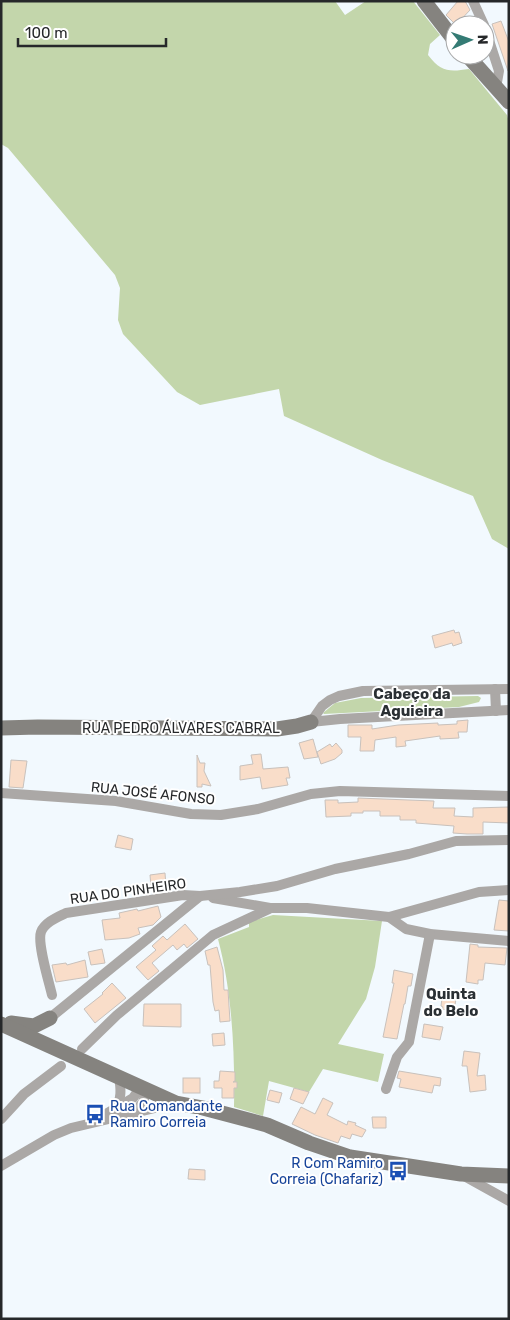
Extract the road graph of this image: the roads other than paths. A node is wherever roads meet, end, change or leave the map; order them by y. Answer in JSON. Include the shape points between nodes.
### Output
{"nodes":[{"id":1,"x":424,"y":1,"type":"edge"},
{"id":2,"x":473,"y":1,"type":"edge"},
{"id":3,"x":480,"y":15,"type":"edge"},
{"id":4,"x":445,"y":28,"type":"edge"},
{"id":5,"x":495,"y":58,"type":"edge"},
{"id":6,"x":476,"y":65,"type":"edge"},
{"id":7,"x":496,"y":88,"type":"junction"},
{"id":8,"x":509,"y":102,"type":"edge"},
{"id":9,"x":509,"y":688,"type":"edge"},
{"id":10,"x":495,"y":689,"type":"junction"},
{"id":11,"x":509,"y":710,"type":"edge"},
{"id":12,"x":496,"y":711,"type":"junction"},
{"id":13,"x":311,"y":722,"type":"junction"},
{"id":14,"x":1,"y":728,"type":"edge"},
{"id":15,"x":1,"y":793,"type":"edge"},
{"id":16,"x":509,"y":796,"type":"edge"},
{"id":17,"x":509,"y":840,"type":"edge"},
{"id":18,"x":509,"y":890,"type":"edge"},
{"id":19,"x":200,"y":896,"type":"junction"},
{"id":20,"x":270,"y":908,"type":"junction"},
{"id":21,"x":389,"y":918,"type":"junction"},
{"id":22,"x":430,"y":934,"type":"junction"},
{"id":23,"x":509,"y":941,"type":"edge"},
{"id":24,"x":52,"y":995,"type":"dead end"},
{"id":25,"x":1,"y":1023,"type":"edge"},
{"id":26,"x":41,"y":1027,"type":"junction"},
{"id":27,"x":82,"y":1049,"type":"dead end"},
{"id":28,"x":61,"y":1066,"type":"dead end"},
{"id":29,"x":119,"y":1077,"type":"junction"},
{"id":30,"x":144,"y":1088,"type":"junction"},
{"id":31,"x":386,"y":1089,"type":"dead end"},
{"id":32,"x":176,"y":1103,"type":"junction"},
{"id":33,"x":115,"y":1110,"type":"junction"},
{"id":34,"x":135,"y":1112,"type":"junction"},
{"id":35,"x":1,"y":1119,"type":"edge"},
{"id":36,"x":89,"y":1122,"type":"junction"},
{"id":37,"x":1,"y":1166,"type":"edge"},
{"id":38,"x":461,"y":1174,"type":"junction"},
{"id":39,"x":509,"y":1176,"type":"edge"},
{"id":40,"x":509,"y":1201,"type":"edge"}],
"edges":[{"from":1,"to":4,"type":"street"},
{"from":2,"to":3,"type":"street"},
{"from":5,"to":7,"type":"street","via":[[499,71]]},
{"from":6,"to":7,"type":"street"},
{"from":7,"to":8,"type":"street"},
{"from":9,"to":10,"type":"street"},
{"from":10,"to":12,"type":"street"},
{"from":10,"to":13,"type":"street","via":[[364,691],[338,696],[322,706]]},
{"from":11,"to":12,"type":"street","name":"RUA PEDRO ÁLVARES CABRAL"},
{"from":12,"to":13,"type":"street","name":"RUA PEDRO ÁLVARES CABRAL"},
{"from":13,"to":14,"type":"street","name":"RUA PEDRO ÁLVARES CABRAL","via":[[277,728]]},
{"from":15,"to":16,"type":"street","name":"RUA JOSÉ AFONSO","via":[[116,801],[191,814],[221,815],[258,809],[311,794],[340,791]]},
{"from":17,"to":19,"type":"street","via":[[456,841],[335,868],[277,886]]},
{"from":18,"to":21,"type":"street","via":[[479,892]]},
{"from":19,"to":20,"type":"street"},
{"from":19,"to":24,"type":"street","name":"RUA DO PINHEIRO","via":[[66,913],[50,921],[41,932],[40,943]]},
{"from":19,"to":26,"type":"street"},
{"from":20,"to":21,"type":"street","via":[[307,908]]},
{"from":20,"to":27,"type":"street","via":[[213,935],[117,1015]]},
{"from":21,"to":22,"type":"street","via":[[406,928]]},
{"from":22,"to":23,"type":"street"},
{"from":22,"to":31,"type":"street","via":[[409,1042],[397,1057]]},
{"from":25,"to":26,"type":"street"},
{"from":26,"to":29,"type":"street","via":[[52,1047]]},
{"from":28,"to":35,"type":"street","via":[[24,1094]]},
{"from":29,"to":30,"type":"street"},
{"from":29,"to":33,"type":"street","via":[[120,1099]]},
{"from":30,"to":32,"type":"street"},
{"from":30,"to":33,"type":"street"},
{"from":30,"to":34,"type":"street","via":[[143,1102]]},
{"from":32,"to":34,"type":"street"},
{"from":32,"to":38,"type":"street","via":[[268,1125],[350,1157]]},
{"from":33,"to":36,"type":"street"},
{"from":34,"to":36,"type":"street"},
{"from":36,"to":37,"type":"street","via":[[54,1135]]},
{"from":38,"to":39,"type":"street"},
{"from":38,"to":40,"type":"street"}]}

● ● ● ●

* [What you have to do]: Copy out every line of the material above that mentions the word "CABRAL".

* [Response area]:
{"from":11,"to":12,"type":"street","name":"RUA PEDRO ÁLVARES CABRAL"},
{"from":12,"to":13,"type":"street","name":"RUA PEDRO ÁLVARES CABRAL"},
{"from":13,"to":14,"type":"street","name":"RUA PEDRO ÁLVARES CABRAL","via":[[277,728]]},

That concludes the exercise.